● What to do
List the lines of this listing that hold the word "Saturnusstraat".

● Extracted records
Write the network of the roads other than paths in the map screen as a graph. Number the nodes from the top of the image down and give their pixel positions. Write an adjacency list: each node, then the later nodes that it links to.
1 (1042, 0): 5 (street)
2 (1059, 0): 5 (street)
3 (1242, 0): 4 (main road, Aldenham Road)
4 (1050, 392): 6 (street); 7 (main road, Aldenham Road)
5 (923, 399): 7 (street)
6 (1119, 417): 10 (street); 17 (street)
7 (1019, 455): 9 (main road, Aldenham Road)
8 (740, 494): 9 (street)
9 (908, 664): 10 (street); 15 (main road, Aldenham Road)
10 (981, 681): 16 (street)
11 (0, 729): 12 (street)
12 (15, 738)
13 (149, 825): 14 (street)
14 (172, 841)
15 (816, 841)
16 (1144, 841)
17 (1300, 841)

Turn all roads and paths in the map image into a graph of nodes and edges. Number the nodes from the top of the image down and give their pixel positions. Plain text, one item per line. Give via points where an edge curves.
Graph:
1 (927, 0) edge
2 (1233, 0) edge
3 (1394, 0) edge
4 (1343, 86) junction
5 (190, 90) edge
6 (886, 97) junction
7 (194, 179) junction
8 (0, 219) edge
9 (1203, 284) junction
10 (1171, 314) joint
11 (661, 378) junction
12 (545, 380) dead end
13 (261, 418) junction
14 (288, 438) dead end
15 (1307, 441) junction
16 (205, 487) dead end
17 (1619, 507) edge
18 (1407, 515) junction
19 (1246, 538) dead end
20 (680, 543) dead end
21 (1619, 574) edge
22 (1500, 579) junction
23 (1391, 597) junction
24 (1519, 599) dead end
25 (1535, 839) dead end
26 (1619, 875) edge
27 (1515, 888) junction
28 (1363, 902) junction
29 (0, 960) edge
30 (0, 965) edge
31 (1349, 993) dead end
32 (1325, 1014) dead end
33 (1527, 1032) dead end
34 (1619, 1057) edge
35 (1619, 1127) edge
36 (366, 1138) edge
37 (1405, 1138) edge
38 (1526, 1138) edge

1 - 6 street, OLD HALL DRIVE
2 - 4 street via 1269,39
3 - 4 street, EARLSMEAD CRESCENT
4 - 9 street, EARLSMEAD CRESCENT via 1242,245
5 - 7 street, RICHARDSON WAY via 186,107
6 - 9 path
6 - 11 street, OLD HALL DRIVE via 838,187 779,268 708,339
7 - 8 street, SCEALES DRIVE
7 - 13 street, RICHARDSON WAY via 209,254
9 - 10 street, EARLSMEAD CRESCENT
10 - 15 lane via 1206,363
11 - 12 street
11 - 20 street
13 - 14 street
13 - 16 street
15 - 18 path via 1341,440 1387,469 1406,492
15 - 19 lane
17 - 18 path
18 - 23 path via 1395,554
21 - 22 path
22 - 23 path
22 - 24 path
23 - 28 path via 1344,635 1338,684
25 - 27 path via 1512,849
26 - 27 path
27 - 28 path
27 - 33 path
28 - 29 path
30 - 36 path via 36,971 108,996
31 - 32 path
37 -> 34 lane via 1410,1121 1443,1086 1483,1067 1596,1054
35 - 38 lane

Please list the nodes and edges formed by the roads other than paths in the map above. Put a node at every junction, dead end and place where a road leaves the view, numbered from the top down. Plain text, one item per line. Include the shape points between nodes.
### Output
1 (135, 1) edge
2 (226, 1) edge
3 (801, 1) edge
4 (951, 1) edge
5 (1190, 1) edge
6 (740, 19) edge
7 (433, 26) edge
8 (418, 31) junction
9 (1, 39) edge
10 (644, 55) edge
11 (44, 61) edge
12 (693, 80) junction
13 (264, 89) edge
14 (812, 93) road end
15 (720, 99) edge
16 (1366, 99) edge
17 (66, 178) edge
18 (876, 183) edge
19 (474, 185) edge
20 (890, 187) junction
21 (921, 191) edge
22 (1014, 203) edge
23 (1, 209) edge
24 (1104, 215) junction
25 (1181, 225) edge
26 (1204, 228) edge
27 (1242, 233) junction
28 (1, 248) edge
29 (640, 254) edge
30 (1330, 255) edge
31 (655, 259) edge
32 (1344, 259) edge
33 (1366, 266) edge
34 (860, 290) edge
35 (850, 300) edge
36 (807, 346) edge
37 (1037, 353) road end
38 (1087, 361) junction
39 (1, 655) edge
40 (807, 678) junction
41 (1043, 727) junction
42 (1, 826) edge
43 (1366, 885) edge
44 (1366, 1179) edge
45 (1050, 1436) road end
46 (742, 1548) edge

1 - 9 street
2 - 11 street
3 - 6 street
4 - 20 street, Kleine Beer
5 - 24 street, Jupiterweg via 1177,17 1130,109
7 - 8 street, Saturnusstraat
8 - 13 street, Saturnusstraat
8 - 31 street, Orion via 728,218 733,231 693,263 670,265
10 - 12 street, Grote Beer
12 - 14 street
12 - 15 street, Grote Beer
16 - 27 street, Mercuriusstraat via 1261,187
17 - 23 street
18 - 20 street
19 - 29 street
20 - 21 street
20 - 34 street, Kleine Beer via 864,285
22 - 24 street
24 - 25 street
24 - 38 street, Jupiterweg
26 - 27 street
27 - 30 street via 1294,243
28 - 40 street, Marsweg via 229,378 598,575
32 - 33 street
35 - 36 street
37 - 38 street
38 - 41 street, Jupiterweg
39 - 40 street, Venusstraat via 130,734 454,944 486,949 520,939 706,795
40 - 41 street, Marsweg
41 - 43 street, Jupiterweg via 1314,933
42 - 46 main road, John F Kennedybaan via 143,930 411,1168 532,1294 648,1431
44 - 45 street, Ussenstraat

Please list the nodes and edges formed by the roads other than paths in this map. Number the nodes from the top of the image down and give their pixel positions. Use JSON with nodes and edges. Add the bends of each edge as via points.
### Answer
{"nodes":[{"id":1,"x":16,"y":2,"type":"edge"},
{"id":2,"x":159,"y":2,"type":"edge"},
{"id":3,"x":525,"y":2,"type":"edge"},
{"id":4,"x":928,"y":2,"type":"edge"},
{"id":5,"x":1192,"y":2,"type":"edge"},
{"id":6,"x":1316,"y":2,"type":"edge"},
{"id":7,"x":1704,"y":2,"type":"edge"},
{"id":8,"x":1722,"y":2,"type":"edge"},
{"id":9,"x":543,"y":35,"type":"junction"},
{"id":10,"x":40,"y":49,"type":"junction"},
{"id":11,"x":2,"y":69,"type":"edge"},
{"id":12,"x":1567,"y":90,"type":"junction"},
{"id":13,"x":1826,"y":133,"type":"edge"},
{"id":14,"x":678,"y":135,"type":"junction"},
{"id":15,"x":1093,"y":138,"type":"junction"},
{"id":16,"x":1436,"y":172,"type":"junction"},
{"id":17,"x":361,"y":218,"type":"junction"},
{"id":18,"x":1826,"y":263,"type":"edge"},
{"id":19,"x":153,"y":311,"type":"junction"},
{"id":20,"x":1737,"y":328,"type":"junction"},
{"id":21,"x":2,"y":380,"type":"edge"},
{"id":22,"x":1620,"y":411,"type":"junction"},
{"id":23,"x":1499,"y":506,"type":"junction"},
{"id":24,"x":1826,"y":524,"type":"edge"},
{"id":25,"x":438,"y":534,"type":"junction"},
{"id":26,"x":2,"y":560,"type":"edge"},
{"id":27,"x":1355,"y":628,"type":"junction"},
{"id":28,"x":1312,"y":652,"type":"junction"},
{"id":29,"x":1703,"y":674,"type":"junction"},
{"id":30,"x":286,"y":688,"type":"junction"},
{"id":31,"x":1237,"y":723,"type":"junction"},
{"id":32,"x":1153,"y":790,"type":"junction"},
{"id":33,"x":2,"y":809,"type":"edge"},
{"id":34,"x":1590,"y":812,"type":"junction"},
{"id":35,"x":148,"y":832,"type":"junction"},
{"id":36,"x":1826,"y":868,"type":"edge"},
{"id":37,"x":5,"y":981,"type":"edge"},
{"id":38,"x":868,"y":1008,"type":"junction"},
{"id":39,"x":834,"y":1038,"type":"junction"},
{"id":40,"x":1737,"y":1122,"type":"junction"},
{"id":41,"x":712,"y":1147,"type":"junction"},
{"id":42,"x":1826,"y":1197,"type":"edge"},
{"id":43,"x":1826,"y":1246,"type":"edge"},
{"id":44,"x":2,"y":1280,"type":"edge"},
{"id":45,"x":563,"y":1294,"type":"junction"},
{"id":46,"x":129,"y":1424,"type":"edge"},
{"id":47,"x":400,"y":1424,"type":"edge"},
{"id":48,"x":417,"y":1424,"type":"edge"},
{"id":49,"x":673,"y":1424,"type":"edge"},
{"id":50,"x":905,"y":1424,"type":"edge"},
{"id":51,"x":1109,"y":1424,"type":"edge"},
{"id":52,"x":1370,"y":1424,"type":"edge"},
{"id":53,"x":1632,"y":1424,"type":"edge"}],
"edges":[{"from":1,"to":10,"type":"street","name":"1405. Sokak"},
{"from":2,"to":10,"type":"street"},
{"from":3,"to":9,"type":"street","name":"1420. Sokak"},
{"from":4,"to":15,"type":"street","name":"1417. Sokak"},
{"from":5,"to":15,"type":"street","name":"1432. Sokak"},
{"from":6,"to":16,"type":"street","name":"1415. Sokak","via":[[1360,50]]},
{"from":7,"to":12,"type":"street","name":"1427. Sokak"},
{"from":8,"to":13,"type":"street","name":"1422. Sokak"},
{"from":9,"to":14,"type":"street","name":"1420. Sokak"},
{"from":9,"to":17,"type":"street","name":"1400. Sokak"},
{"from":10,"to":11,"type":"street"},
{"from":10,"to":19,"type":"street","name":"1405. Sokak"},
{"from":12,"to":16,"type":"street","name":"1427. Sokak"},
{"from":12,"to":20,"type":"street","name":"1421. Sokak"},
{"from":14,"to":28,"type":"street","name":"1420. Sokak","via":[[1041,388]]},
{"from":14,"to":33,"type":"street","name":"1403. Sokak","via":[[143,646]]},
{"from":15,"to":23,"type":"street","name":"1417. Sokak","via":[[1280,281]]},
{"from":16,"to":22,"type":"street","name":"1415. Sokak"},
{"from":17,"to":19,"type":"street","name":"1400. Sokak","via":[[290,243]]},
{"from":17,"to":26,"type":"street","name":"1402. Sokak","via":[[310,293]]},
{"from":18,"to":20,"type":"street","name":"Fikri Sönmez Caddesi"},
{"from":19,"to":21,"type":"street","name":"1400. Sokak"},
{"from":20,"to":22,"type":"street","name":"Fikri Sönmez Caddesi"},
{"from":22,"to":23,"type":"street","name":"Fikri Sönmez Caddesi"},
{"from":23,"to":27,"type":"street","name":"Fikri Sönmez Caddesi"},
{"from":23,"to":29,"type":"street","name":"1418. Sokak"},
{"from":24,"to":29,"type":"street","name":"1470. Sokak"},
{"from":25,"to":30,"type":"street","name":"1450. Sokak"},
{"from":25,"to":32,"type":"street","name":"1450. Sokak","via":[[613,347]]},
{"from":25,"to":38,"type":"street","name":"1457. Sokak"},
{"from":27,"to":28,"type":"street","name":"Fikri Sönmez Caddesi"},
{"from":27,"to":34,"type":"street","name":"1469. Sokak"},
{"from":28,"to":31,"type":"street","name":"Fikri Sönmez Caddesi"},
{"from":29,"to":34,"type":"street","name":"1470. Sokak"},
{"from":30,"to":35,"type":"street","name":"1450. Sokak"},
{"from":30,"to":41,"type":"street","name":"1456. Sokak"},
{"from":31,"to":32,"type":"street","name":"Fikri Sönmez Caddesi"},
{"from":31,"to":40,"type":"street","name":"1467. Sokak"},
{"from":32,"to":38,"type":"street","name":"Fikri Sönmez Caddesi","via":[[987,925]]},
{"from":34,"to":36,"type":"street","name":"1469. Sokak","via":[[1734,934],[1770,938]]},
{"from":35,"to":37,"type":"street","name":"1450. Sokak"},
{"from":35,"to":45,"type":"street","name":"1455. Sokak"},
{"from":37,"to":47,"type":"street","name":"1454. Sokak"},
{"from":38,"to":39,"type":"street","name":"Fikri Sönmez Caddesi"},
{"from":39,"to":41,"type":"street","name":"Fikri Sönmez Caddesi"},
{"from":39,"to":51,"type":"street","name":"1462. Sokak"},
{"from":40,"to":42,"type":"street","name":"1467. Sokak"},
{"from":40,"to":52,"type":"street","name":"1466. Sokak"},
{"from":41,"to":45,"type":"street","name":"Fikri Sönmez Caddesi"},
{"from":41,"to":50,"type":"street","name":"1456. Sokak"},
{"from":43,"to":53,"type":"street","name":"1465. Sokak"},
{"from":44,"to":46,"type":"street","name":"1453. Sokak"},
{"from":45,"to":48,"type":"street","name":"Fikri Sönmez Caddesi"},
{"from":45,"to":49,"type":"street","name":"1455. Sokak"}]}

● Task result
7 - 8 street, Saturnusstraat
8 - 13 street, Saturnusstraat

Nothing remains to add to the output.